Pigeon racers say rule won't fly

February 17, 2007|By Sumathi Reddy | Sumathi Reddy,Sun Reporter

The pigeons may have been cooing at the Patapsco Feed and Supply store, but the patrons certainly weren't.

No, these men were serious, and they were angry. That the city Health Department would propose a regulation that could restrict the number of pigeons they're permitted to have to 50, well, that seemed preposterous.

Being limited to just 50 of their avian athletes quite simply is not feasible. And besides, pigeon racing is more than just a sport, said Keith Wilkerson, 40, as heads bobbed in agreement all around him.

"It's a way of life for us," said Wilkerson emphatically. "This is a family sport. This is what brings families together. It brings race relations together," said the man, an African-American, as a white man named Bear patted his back.

"Older persons and younger persons," continued the Edmondson Village resident. "This is what brings a community together."

The more than two dozen men, young and old, black and white, gathered in the dusty southern Baltimore pigeon supplies store on a recent morning raising opposition to a city Health Department proposal putting restrictions on various animals, including pigeons. Many were city residents; others came from the county, or as far as Anne Arundel County, in support of their brethren.

"These yuppies don't care about our freedom," snapped Bear Friedel, 47, who said he has 250 pigeons, but lives in Baltimore County. "It's not a free country? They can't tell us what we have in our house is wrong."

Under the proposed regulations, residents would be limited to 50 pigeons and would have to pay a one-time $80 permit fee. There would also be regulations for the coops the birds are kept in.

Though waning from its popularity of yesteryear, pigeon racing is still alive, its enthusiasts - mostly old and older - clinging to a sport they hope will never die.

There are several Baltimore-based racing clubs with members living in the city and surrounding areas, though no one knows how many city residents race or harbor pigeons. Most race the bigger pigeons, called homers, which make their way home from hundreds of miles away. Some others harbor tipplers, which fly up high into the sky for hours, or rollers, which can tumble in midair.

Across the country, lawmakers have found themselves balancing the peculiar hobby with complaints from neighbors. Many cities and towns have some sort of regulation. In Chicago, the city council became the first to outright ban pigeons from residential areas in 2004, a move that was challenged but upheld in a federal appeals court.

Complaints crop up in suburban and urban areas, though they are more pronounced in densely populated urban centers, said Deone Roberts, sports development manager of the Oklahoma-based American Racing Pigeon Union.

Roberts said the organization has been successful in blocking regulations that would effectively kill the sport. "We've had great success in other cities when they simply understand how the racing happens," said Roberts.
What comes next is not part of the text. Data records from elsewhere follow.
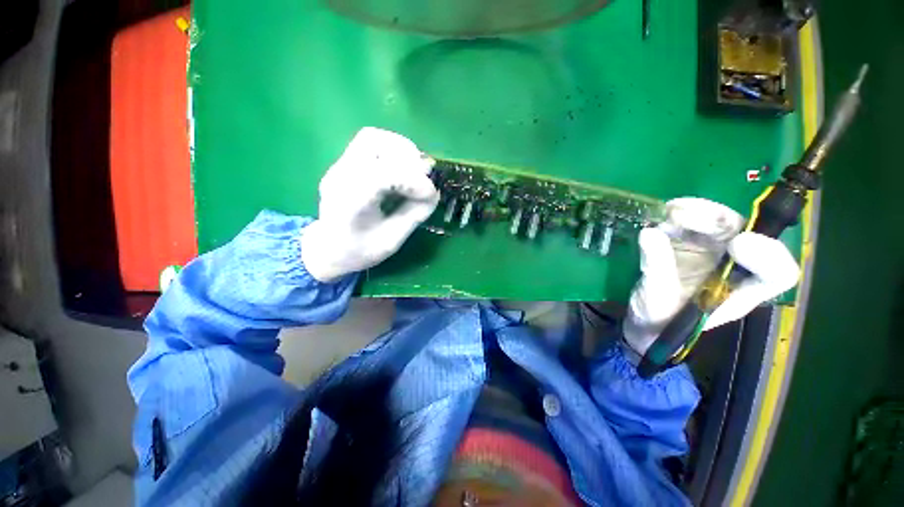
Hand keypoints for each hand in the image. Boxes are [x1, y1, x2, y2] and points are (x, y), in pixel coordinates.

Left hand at [300, 127, 439, 282]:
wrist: (327, 249)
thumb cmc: (358, 251)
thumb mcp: (391, 242)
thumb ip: (413, 216)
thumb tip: (433, 193)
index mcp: (350, 203)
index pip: (381, 175)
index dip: (412, 180)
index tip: (431, 194)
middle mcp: (341, 177)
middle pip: (374, 143)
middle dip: (408, 158)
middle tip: (425, 177)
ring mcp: (340, 166)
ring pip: (373, 137)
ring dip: (401, 149)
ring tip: (416, 170)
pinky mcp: (346, 163)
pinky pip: (371, 143)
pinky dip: (394, 150)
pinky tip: (404, 168)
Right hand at [623, 198, 799, 355]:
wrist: (646, 319)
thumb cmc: (659, 319)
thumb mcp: (658, 299)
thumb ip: (658, 268)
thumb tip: (649, 232)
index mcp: (740, 291)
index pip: (776, 273)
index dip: (768, 255)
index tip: (737, 244)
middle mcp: (733, 267)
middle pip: (745, 233)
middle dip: (718, 220)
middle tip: (684, 216)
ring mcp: (711, 252)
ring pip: (720, 222)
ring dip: (697, 212)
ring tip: (669, 213)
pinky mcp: (689, 244)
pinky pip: (694, 221)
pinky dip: (681, 212)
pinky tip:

As for Baltimore's proposal of limiting pigeons to 50, she agreed that such a restriction would make it difficult to compete. "To have an appropriate race team, you need to have 100 birds," Roberts said. "But 100 is not out at one time. Also, the birds aren't out flying loose. They need to be controlled so they come in right away. Every second counts in this sport."
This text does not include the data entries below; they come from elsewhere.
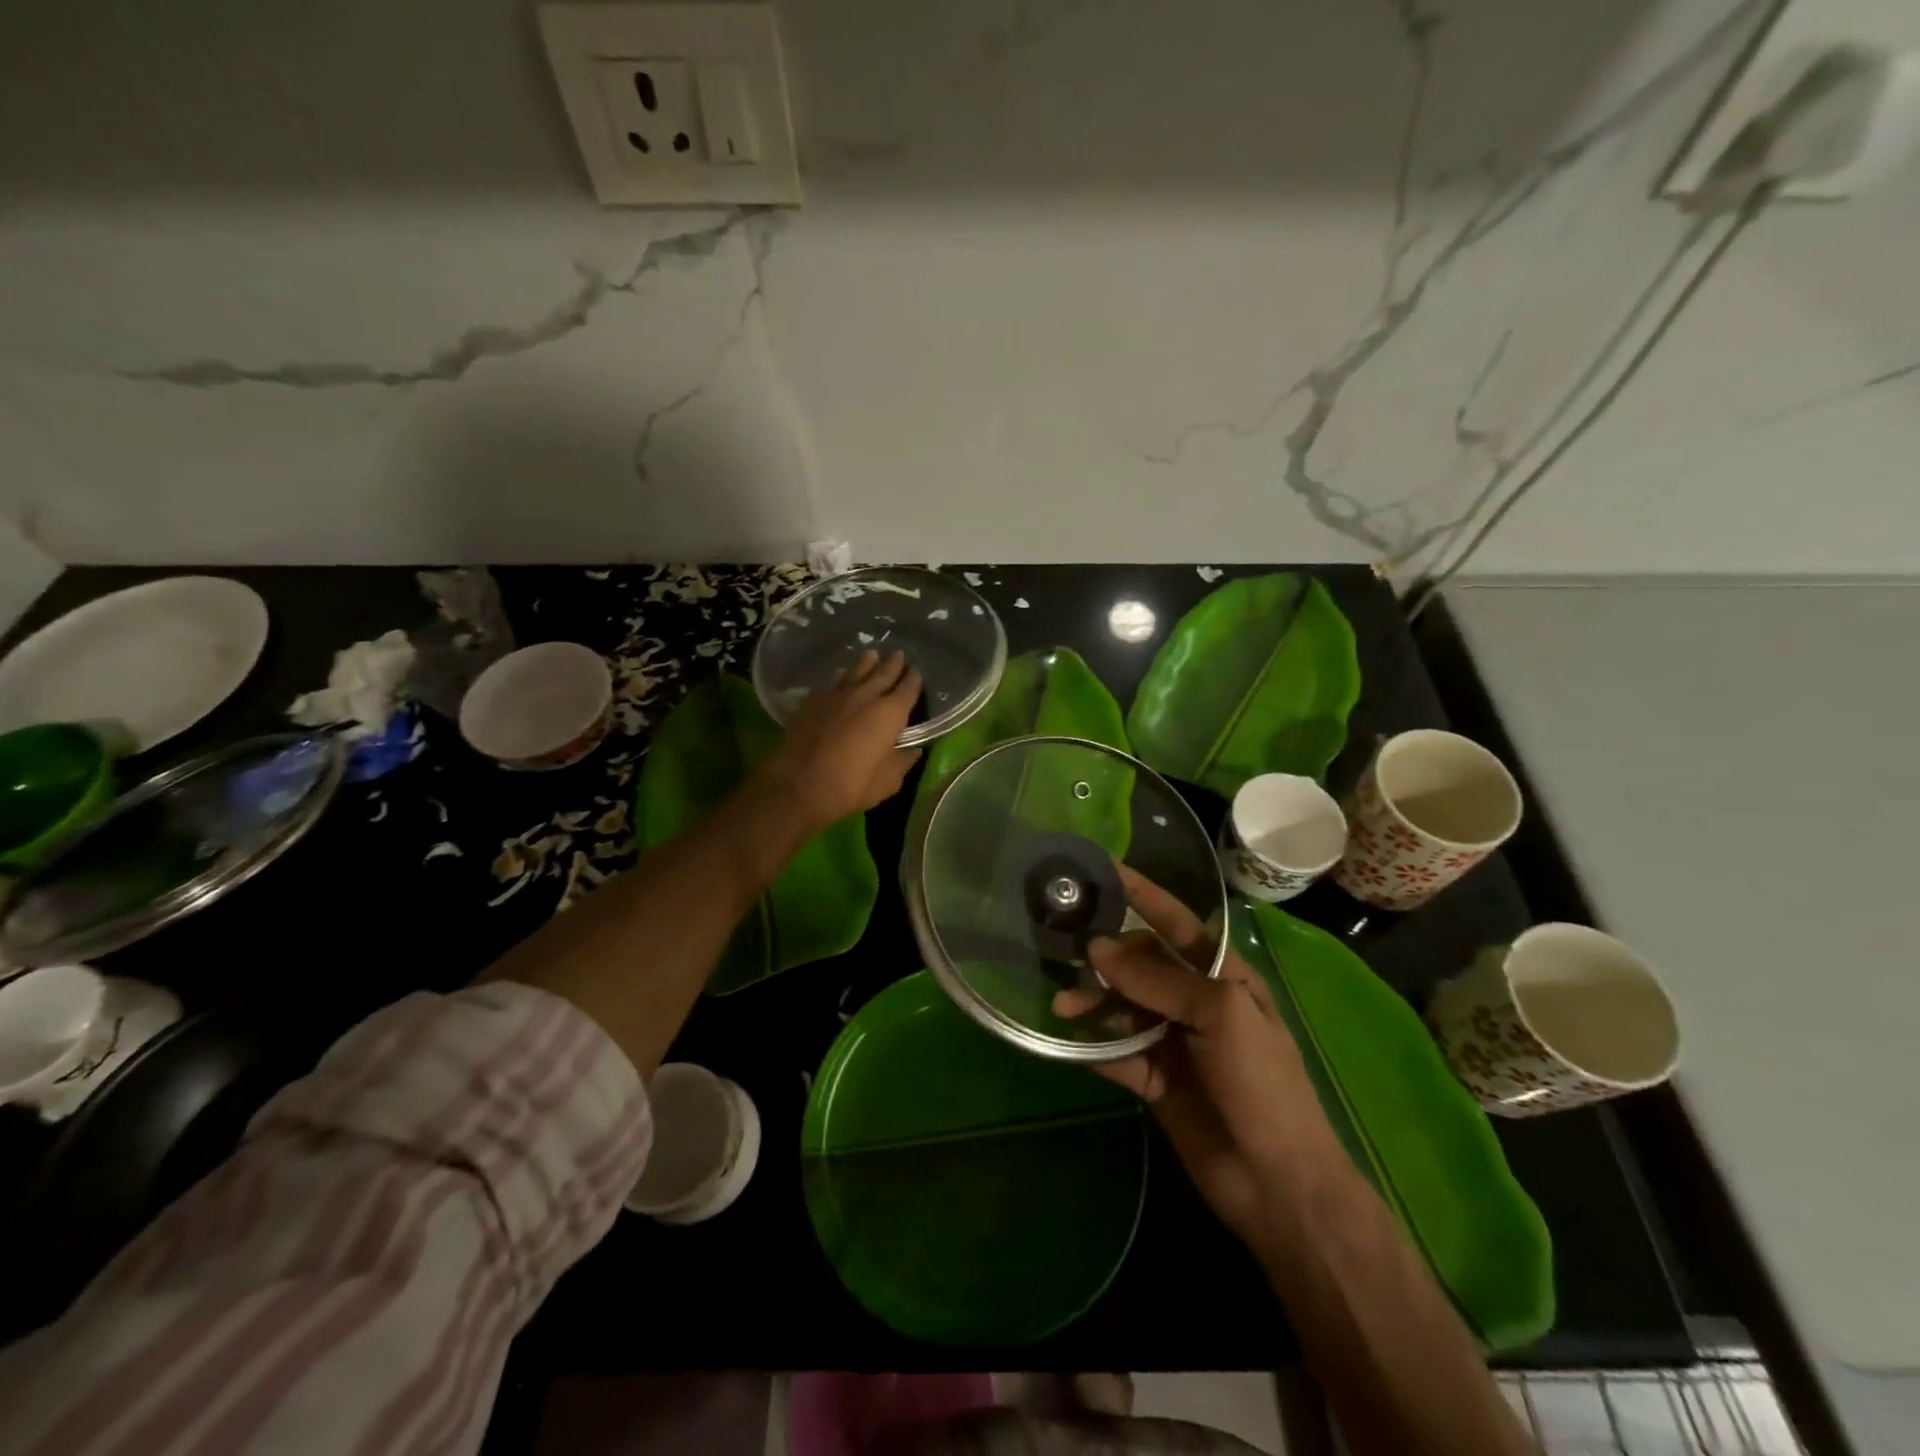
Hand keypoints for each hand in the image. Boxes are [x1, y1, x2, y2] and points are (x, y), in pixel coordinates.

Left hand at [759, 650, 921, 831]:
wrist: (798, 784)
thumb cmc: (850, 786)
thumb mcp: (886, 783)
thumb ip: (901, 763)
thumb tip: (913, 752)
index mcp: (890, 714)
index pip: (908, 690)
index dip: (913, 680)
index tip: (917, 672)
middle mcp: (866, 696)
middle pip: (883, 673)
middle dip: (893, 663)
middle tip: (899, 654)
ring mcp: (837, 695)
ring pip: (856, 671)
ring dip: (867, 662)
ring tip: (872, 654)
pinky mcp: (813, 700)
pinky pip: (831, 681)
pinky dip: (840, 675)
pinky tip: (840, 674)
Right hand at [1055, 867, 1335, 1248]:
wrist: (1276, 1182)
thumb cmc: (1260, 1082)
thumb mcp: (1220, 1014)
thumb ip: (1158, 979)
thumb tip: (1097, 948)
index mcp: (1221, 976)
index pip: (1176, 922)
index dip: (1142, 895)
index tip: (1102, 870)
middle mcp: (1194, 1001)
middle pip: (1140, 964)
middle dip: (1105, 955)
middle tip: (1063, 949)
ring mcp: (1172, 1041)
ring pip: (1121, 1007)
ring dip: (1092, 1003)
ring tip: (1061, 1007)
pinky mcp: (1152, 1079)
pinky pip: (1115, 1052)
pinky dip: (1092, 1045)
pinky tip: (1068, 1039)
The city's proposed Health Department regulation is not subject to a public hearing or City Council approval. But the department is allowing 30 days of public comments on all aspects of the regulations, which include bans and limits on some reptiles, farm and exotic animals.
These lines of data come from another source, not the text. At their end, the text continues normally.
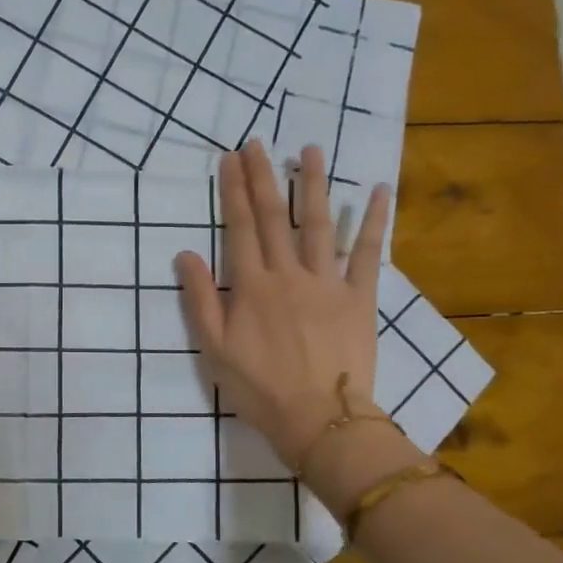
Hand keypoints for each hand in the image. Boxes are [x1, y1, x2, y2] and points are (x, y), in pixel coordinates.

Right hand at [175, 142, 391, 467]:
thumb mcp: (214, 348)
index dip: (233, 191)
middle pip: (274, 217)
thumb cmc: (259, 387)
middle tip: (258, 143)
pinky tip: (376, 190)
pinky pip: (368, 253)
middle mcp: (288, 274)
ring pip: (319, 224)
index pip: (239, 227)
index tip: (230, 159)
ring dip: (313, 185)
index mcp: (251, 286)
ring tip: (309, 151)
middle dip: (264, 177)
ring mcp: (327, 283)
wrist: (319, 419)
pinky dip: (373, 220)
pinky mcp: (360, 297)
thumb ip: (200, 299)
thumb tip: (186, 254)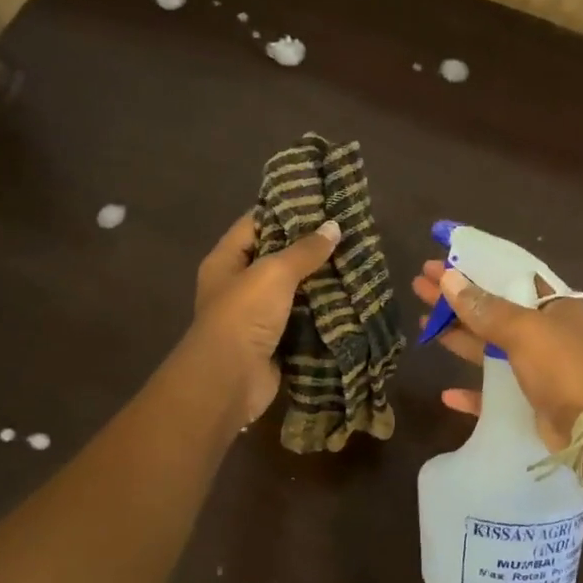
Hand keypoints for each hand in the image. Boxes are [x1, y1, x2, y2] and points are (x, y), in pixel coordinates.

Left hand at [189, 211, 341, 424]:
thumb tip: (333, 227)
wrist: (230, 380)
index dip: (284, 211)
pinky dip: (323, 313)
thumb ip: (304, 250)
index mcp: (226, 261)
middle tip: (346, 234)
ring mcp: (257, 317)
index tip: (320, 202)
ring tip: (356, 263)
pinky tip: (351, 300)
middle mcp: (238, 286)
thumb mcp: (273, 273)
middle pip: (276, 258)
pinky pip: (303, 320)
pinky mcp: (276, 342)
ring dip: (320, 282)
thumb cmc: (243, 315)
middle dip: (309, 249)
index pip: (255, 224)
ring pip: (293, 291)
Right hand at [412, 260, 582, 451]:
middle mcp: (544, 331)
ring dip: (457, 334)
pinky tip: (447, 394)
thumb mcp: (523, 330)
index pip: (507, 275)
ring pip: (488, 346)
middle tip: (419, 284)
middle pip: (491, 308)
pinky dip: (471, 392)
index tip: (441, 259)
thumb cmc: (562, 367)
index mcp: (551, 305)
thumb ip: (484, 308)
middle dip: (456, 297)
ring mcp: (536, 366)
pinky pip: (493, 391)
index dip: (473, 266)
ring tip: (422, 321)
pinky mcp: (528, 399)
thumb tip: (448, 279)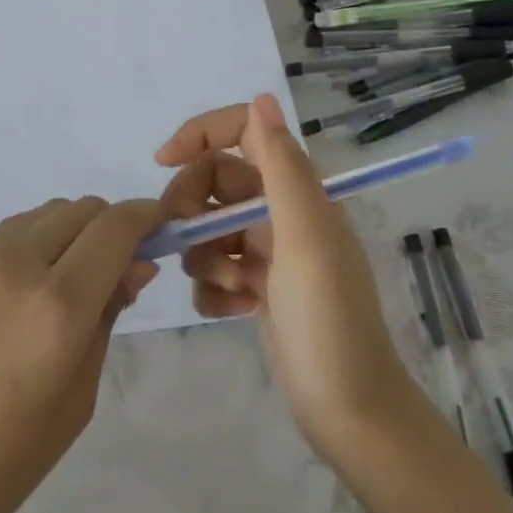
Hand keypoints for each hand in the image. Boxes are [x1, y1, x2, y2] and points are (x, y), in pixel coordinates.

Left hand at [0, 196, 163, 512]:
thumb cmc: (1, 464)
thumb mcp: (76, 400)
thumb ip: (107, 320)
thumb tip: (132, 269)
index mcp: (58, 305)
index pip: (117, 226)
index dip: (149, 216)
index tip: (166, 229)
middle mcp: (21, 262)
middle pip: (85, 208)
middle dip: (115, 227)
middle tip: (124, 271)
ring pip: (52, 211)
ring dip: (79, 229)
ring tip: (80, 279)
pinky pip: (19, 229)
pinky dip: (45, 237)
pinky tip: (41, 282)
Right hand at [156, 94, 416, 457]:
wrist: (350, 415)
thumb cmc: (328, 321)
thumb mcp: (305, 239)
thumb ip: (282, 167)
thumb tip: (261, 98)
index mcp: (299, 190)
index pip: (242, 133)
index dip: (200, 134)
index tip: (162, 161)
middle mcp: (283, 211)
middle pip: (214, 181)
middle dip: (193, 208)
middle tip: (189, 243)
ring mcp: (270, 251)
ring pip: (209, 227)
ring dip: (205, 255)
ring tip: (229, 288)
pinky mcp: (258, 288)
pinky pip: (214, 269)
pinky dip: (214, 288)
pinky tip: (236, 312)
"The comment period is still open," said Olivia Farrow, assistant commissioner for environmental health. "We are open to revising the regulations where it makes sense and where we can. We are totally open to taking a second look at the proposed regulations."

Farrow said once the period ends on March 2, the department will review all the comments and post a summation of them on the department's Web site.

Bob Anderson, the city's director of animal control, estimated that he receives close to 100 complaints a year regarding pigeons. "The trouble is some people love pigeons and some people call them flying rats," he said. "Some people want them around; some people want them dead. Not just removed. Dead."

Herein lies the problem, pigeon enthusiasts say, this confusion between street pigeons and their birds, which are fed, vaccinated, and well-groomed, not to mention pricey.

"A lot of people have a lot of misconceptions about pigeon flying," said Randy Barnes, 45, of Arnold, a member of the South Baltimore Social Club.

The men said any complaints about bird droppings aren't from their flocks but from wild pigeons. Their birds do not wander around aimlessly and are trained to enter their coops immediately after flying.